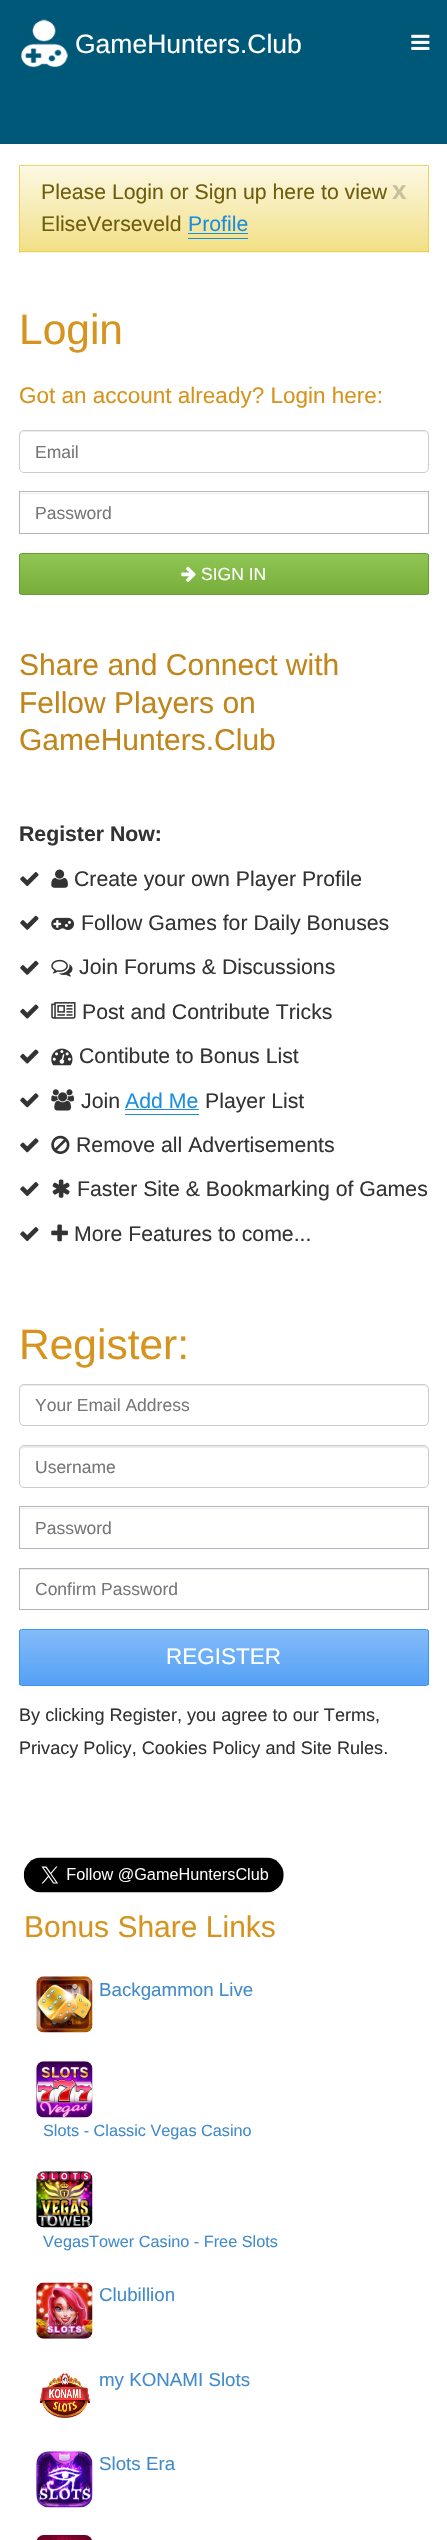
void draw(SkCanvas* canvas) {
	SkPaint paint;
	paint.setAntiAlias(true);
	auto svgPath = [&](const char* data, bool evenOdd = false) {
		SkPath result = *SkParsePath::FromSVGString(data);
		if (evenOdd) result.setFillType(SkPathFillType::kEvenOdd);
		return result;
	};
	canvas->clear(0xffffffff);
	paint.setColor(0xff005879);
	canvas->drawRect(SkRect::MakeXYWH(0, 0, 447, 144), paint);
	canvas->drawImageRect(SkImages::DeferredFromEncodedData(SkData::MakeFromFileName("img1.png")), SkRect::MakeXYWH(21, 19, 47, 49), SkSamplingOptions());
	SkFont f1(fontMgr->matchFamilyStyle("Liberation Sans", SkFontStyle::Normal()), 26.5);
	f1.setSubpixel(true);
	paint.setColor(0xffffffff);
	canvas->drawString("GameHunters.Club", 75, 53, f1, paint);
	canvas->drawImageRect(SkImages::DeferredFromEncodedData(SkData::MakeFromFileName("img2.png")), SkRect::MakeXYWH(411, 34, 19, 16), SkSamplingOptions());
	{
		const SkColor colors[] = {0xfff2e087, 0xfffcf8e3};
		const float stops[] = {0, 1};
		const SkPoint ends[] = {{20, 251}, {20, 166}};
		paint.setShader(SkGradientShader::MakeLinear(ends, colors, stops, 2, SkTileMode::kClamp));
		paint.setAlpha(255);
	}
	canvas->drawRect(SkRect::MakeXYWH(20, 167, 408, 84), paint);
	{
		const SkColor colors[] = {0xfff2e087, 0xfffcf8e3};
		const float stops[] = {0, 1};
		const SkPoint ends[] = {{20, 336}, {20, 251}};
		paint.setShader(SkGradientShader::MakeLinear(ends, colors, stops, 2, SkTileMode::kClamp));
		paint.setAlpha(255);
	}
	canvas->drawRect(SkRect::MakeXYWH(19, 252, 410, 1), paint);
	paint.setShader(nullptr);
	paint.setColor(0xfffefdf6);
	canvas->drawRect(SkRect::MakeXYWH(20, 166, 408, 1), paint);
	paint.setColor(0xffedd459);
	canvas->drawRect(SkRect::MakeXYWH(19, 165, 410, 1), paint);
	canvas->drawRect(SkRect::MakeXYWH(428, 165, 1, 88), paint);
	paint.setColor(0xffebd047);
	canvas->drawRect(SkRect::MakeXYWH(19, 251, 410, 1), paint);
	paint.setColor(0xffedd459);
	canvas->drawRect(SkRect::MakeXYWH(19, 165, 1, 88), paint);
	SkFont f2(fontMgr->matchFamilyStyle("Liberation Sans", SkFontStyle::Normal()), 21.25);
	f2.setSubpixel(true);
	paint.setColor(0xff6e5e0c);
	canvas->drawString("Please Login or Sign up here to view", 41, 199, f2, paint);
	SkFont f3(fontMgr->matchFamilyStyle("Liberation Sans", SkFontStyle::Bold()), 26);
	f3.setSubpixel(true);
	paint.setColor(0xffc7c19f);
	canvas->drawString("x", 392, 199, f3, paint);
	paint.setColor(0xff6e5e0c);
	canvas->drawString("EliseVerseveld", 41, 231, f2, paint);
	paint.setColor(0xff1b8ede);
	canvas->drawString("Profile", 188, 231, f2, paint);
	canvas->drawRect(SkRect::MakeXYWH(188, 238, 60, 1), paint);
	canvas->drawRect(SkRect::MakeXYWH(188, 233, 60, 1), paint);
	SkFont f4(fontMgr->matchFamilyStyle("Liberation Sans", SkFontStyle::Normal()), 42.5);
	f4.setSubpixel(true);
	paint.setColor(0xffd6941e);
	canvas->drawString("Login", 19, 344, f4, paint);
	SkFont f5(fontMgr->matchFamilyStyle("Liberation Sans", SkFontStyle::Normal()), 22.5);
	f5.setSubpixel(true);
	canvas->drawString("Got an account already? Login here:", 19, 403, f5, paint);
	paint.setColor(0xffececec);
	canvas->drawPath(svgPath("M24 432H424C426 432 428 434 428 436V435C428 433 426 431 424 431H24C22 431 20 433 20 435V436C20 434 22 432 24 432Z"), paint);
	paint.setStroke(true);
	paint.setStrokeWidth(1);
	paint.setColor(0xffcccccc);
	canvas->drawRoundRect(SkRect::MakeXYWH(19.5, 430.5, 409, 42), 4.5, 4.5, paint);
	SkFont f6(fontMgr->matchFamilyStyle("Liberation Sans", SkFontStyle::Normal()), 17.5);
	f6.setSubpixel(true);
	paint.setStroke(false);
	paint.setColor(0xff777777);
	canvas->drawString("Email", 35, 458, f6, paint);
	paint.setColor(0xffececec);
	canvas->drawRect(SkRect::MakeXYWH(20, 493, 408, 1), paint);
	paint.setStroke(true);
	paint.setColor(0xffb4b4bf);
	canvas->drawRect(SkRect::MakeXYWH(19.5, 491.5, 409, 42), paint);
	paint.setStroke(false);
	paint.setColor(0xff777777);
	canvas->drawString("Password", 35, 519, f6, paint);
	canvas->save();
	canvas->clipPath(svgPath("M21.5 553H426.5C428 553 429 554 429 555.5V592.5C429 594 428 595 426.5 595H21.5C20 595 19 594 19 592.5V555.5C19 554 20 553 21.5 553Z"), true);
	{
		const SkColor colors[] = {0xff90c654, 0xff77ad3a};
		const float stops[] = {0, 1};
		const SkPoint ends[] = {{224, 554}, {224, 594}};
		paint.setShader(SkGradientShader::MakeLinear(ends, colors, stops, 2, SkTileMode::kClamp));
		paint.setAlpha(255);
	}
	canvas->drawRect(SkRect::MakeXYWH(19, 554, 410, 40), paint);
	canvas->restore();
	paint.setStroke(true);
	paint.setShader(nullptr);
	paint.setColor(0xff699a33);
	canvas->drawRoundRect(SkRect::MakeXYWH(19.5, 553.5, 409, 41), 2, 2, paint);
	canvas->drawImageRect(SkImages::DeferredFromEncodedData(SkData::MakeFromFileName("img3.png")), SkRect::MakeXYWH(181, 566, 15, 16), SkSamplingOptions());
	paint.setStroke(false);
	paint.setColor(0xffffffff);
	canvas->drawString("SIGN IN", 201, 580, f6, paint);
	SkFont f7(fontMgr->matchFamilyStyle("Liberation Sans", SkFontStyle::Normal()), 30);
	f7.setSubpixel(true);
	paint.setColor(0xffc0851b);
	canvas->drawString("Share and Connect with", 19, 675, f7, paint);
	canvas->drawString("Fellow Players on", 19, 713, f7, paint);
	canvas->drawString("GameHunters.Club", 19, 750, f7, paint);
	SkFont f8(fontMgr->matchFamilyStyle("Liberation Sans", SkFontStyle::Bold()), 21.25);
	f8.setSubpixel(true);
	paint.setColor(0xff333333);
	canvas->drawString("Register Now:", 19, 841, f8, paint);
	canvas->drawImageRect(SkImages::DeferredFromEncodedData(SkData::MakeFromFileName("img4.png")), SkRect::MakeXYWH(20, 872, 19, 15), SkSamplingOptions());
	canvas->drawImageRect(SkImages::DeferredFromEncodedData(SkData::MakeFromFileName("img5.png")), SkRect::MakeXYWH(51, 869, 17, 19), SkSamplingOptions());
	canvas->drawString("Create your own Player Profile", 74, 886, f2, paint);
	canvas->drawImageRect(SkImages::DeferredFromEncodedData(SkData::MakeFromFileName("img6.png")), SkRect::MakeXYWH(20, 915, 19, 15), SkSamplingOptions());
	canvas->drawImageRect(SkImages::DeferredFromEncodedData(SkData::MakeFromFileName("img7.png")), SkRect::MakeXYWH(51, 917, 23, 13), SkSamplingOptions());
	canvas->drawString("Follow Games for Daily Bonuses", 81, 930, f2, paint);
	canvas->drawImageRect(SkImages::DeferredFromEncodedData(SkData::MakeFromFileName("img6.png")), SkRect::MakeXYWH(20, 960, 19, 15), SkSamplingOptions());
	canvas->drawImageRect(SkImages::DeferredFromEncodedData(SkData::MakeFromFileName("img8.png")), SkRect::MakeXYWH(51, 959, 22, 18), SkSamplingOptions());
	canvas->drawString("Join Forums & Discussions", 79, 974, f2, paint);
	canvas->drawImageRect(SkImages::DeferredFromEncodedData(SkData::MakeFromFileName("img9.png")), SkRect::MakeXYWH(20, 1004, 19, 15), SkSamplingOptions());
	canvas->drawImageRect(SkImages::DeferredFromEncodedData(SkData::MakeFromFileName("img10.png")), SkRect::MakeXYWH(51, 1002, 25, 17), SkSamplingOptions());
	canvas->drawString("Post and Contribute Tricks", 82, 1019, f2, paint);
	canvas->drawImageRect(SkImages::DeferredFromEncodedData(SkData::MakeFromFileName("img9.png")), SkRect::MakeXYWH(20, 1049, 19, 15), SkSamplingOptions());
	canvas->drawImageRect(SkImages::DeferredFromEncodedData(SkData::MakeFromFileName("img11.png")), SkRect::MakeXYWH(51, 1048, 22, 18), SkSamplingOptions());
	canvas->drawString("Contibute to Bonus List", 79, 1063, f2, paint);
	canvas->drawImageRect(SkImages::DeferredFromEncodedData(SkData::MakeFromFileName("img12.png")), SkRect::MakeXYWH(20, 1093, 19, 15), SkSamplingOptions());
	canvas->drawImageRect(SkImages::DeferredFromEncodedData(SkData::MakeFromFileName("img13.png")), SkRect::MakeXYWH(51, 1089, 23, 22), SkSamplingOptions());
	canvas->drawString("Join", 81, 1108, f2, paint);
	paint.setColor(0xff1b8ede);
	canvas->drawString("Add Me", 125, 1108, f2, paint);
	canvas->drawRect(SkRect::MakeXYWH(125, 1114, 74, 1), paint);
	canvas->drawRect(SkRect::MakeXYWH(125, 1109, 74, 1), paint);
	paint.setColor(0xff333333);
	canvas->drawString("Player List", 205, 1108, f2, paint);
	canvas->drawImageRect(SkImages::DeferredFromEncodedData(SkData::MakeFromFileName("img12.png")), SkRect::MakeXYWH(20, 1138, 19, 15), SkSamplingOptions());
	canvas->drawImageRect(SkImages::DeferredFromEncodedData(SkData::MakeFromFileName("img14.png")), SkRect::MakeXYWH(51, 1135, 19, 19), SkSamplingOptions());
	canvas->drawString("Remove all Advertisements", 76, 1152, f2, paint);
	canvas->drawImageRect(SkImages::DeferredFromEncodedData(SkData::MakeFromFileName("img4.png")), SkRect::MakeXYWH(20, 1182, 19, 15), SkSamplingOptions());
	canvas->drawImageRect(SkImages::DeferredFromEncodedData(SkData::MakeFromFileName("img15.png")), SkRect::MakeXYWH(52, 1179, 18, 19), SkSamplingOptions());
	canvas->drawString("Faster Site & Bookmarking of Games", 77, 1196, f2, paint);
	canvas->drawImageRect(SkImages::DeferredFromEncodedData(SkData::MakeFromFileName("img4.png")), SkRect::MakeXYWH(20, 1227, 19, 15), SkSamplingOptions());
	canvas->drawImageRect(SkImages::DeferredFromEncodedData(SkData::MakeFromFileName("img16.png")), SkRect::MakeXYWH(51, 1224, 17, 18), SkSamplingOptions());
	canvas->drawString("More Features to come...", 74, 1241, f2, paint);
	paint.setColor(0xffd6941e);
	canvas->drawString("Register:", 19, 1359, f4, paint);
	paint.setColor(0xffececec);
	canvas->drawPath(svgPath("M24 1386H424C426 1386 428 1388 428 1390V1389C428 1387 426 1385 424 1385H24C22 1385 20 1387 20 1389V1390C20 1388 22 1386 24 1386Z"), paint);
	paint.setStroke(true);
	paint.setColor(0xffcccccc);
	canvas->drawRoundRect(SkRect::MakeXYWH(19.5, 1384.5, 409, 41), 4.5, 4.5, paint);
	paint.setStroke(false);
	paint.setColor(0xff777777);
	canvas->drawString("Your Email Address", 35, 1411, f6, paint);
	paint.setColor(0xffececec);
	canvas->drawPath(svgPath("M24 1448H424C426 1448 428 1449 428 1451V1450C428 1448 426 1446 424 1446H24C22 1446 20 1448 20 1450V1451C20 1449 22 1448 24 1448Z"), paint);
	paint.setStroke(true);
	paint.setColor(0xffcccccc);
	canvas->drawRoundRect(SkRect::MakeXYWH(19.5, 1445.5, 409, 42), 4.5, 4.5, paint);
	paint.setStroke(false);
	paint.setColor(0xff777777);
	canvas->drawString("Username", 35, 1473, f6, paint);
	paint.setColor(0xffececec);
	canvas->drawRect(SkRect::MakeXYWH(20, 1508, 408, 1), paint);
	paint.setStroke(true);
	paint.setColor(0xffb4b4bf);
	canvas->drawRect(SkRect::MakeXYWH(19.5, 1506.5, 409, 42), paint);
	paint.setStroke(false);
	paint.setColor(0xff777777);
	canvas->drawString("Password", 35, 1534, f6, paint);
	paint.setColor(0xffececec);
	canvas->drawRect(SkRect::MakeXYWH(20, 1569, 408, 1), paint);
	paint.setStroke(true);
	paint.setColor(0xffb4b4bf);
	canvas->drawRect(SkRect::MakeXYWH(19.5, 1568.5, 409, 41), paint);
	paint.setStroke(false);
	paint.setColor(0xff777777);
	canvas->drawString("Confirm Password", 35, 1595, f6, paint);
	canvas->save();
	canvas->clipPath(svgPath("M21.5 1629H426.5C428 1629 429 1630 429 1631.5V1683.5C429 1685 428 1686 426.5 1686H21.5C20 1686 19 1685 19 1683.5V1631.5C19 1630 20 1629 21.5 1629Z"), true);
	{
		const SkColor colors[] = {0xff84bbf9, 0xff54a0f6};
		const float stops[] = {0, 1};
		const SkPoint ends[] = {{224, 1630}, {224, 1685}};
		paint.setShader(SkGradientShader::MakeLinear(ends, colors, stops, 2, SkTileMode::kClamp));
		paint.setAlpha(255);
	}
	canvas->drawRect(SkRect::MakeXYWH(19, 1630, 410, 55), paint);
	canvas->restore();
	paint.setStroke(true);
	paint.setShader(nullptr);
	paint.setColor(0xff3c93f5);
	canvas->drawRoundRect(SkRect::MakeXYWH(19.5, 1629.5, 409, 56), 2, 2, paint);
	paint.setStroke(false);
	paint.setColor(0xffffffff);
	canvas->drawString("REGISTER", 166, 1664, f5, paint);
	SkFont f9(fontMgr->matchFamilyStyle("Liberation Sans", SkFontStyle::Normal()), 18.1);
	f9.setSubpixel(true);
	paint.setColor(0xff333333);
	canvas->drawString("By clicking Register, you agree to our Terms,", 19, 1721, f9, paint);
	canvas->drawString("Privacy Policy, Cookies Policy and Site Rules.", 19, 1754, f9, paint);
	canvas->drawImageRect(SkImages::DeferredFromEncodedData(SkData::MakeFromFileName("img17.png")), SkRect::MakeXYWH(23, 1857, 261, 36), SkSamplingOptions());
	paint.setColor(0xffd6941e);
	canvas->drawString("Bonus Share Links", 24, 1937, f7, paint);
	canvas->drawImageRect(SkImages::DeferredFromEncodedData(SkData::MakeFromFileName("img18.png")), SkRect::MakeXYWH(36, 1976, 57, 57), SkSamplingOptions());
	SkFont f10(fontMgr->matchFamilyStyle("Liberation Sans", SkFontStyle::Normal()), 18.75);
	f10.setSubpixel(true);
	paint.setColor(0xff428bca);
	canvas->drawString("Backgammon Live", 99, 1996, f10, paint);
	canvas->drawImageRect(SkImages::DeferredFromEncodedData(SkData::MakeFromFileName("img19.png")), SkRect::MakeXYWH(36, 2061, 57, 57), SkSamplingOptions());
	SkFont f11(fontMgr->matchFamilyStyle("Liberation Sans", SkFontStyle::Normal()), 16.25);
	f11.setSubpixel(true);
	canvas->drawString("Slots - Classic Vegas Casino", 43, 2136, f11, paint);
	canvas->drawImageRect(SkImages::DeferredFromEncodedData(SkData::MakeFromFileName("img20.png")), SkRect::MakeXYWH(36, 2171, 57, 57), SkSamplingOptions());
	canvas->drawString("VegasTower Casino - Free Slots", 43, 2247, f11, paint);
	canvas->drawImageRect(SkImages::DeferredFromEncodedData(SkData::MakeFromFileName("img21.png")), SkRect::MakeXYWH(36, 2282, 57, 57), SkSamplingOptions());
	canvas->drawString("Clubillion", 99, 2301, f10, paint);
	canvas->drawImageRect(SkImages::DeferredFromEncodedData(SkData::MakeFromFileName("img22.png")), SkRect::MakeXYWH(39, 2372, 52, 47), SkSamplingOptions());
	canvas->drawString("my KONAMI Slots", 99, 2386, f10, paint);
	canvas->drawImageRect(SkImages::DeferredFromEncodedData(SkData::MakeFromFileName("img23.png")), SkRect::MakeXYWH(36, 2451, 57, 57), SkSamplingOptions());
	canvas->drawString("Slots Era", 99, 2470, f10, paint);
	canvas->drawImageRect(SkImages::DeferredFromEncodedData(SkData::MakeFromFileName("img24.png")), SkRect::MakeXYWH(37, 2535, 55, 5), SkSamplingOptions());
}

● ● ● ● ●

### Assignment
Write down every line of the data above that includes the string "Share".

### Solution for this task
	canvas->drawString("Share and Connect with", 19, 675, f7, paint);
	canvas->drawString("Bonus Share Links", 24, 1937, f7, paint);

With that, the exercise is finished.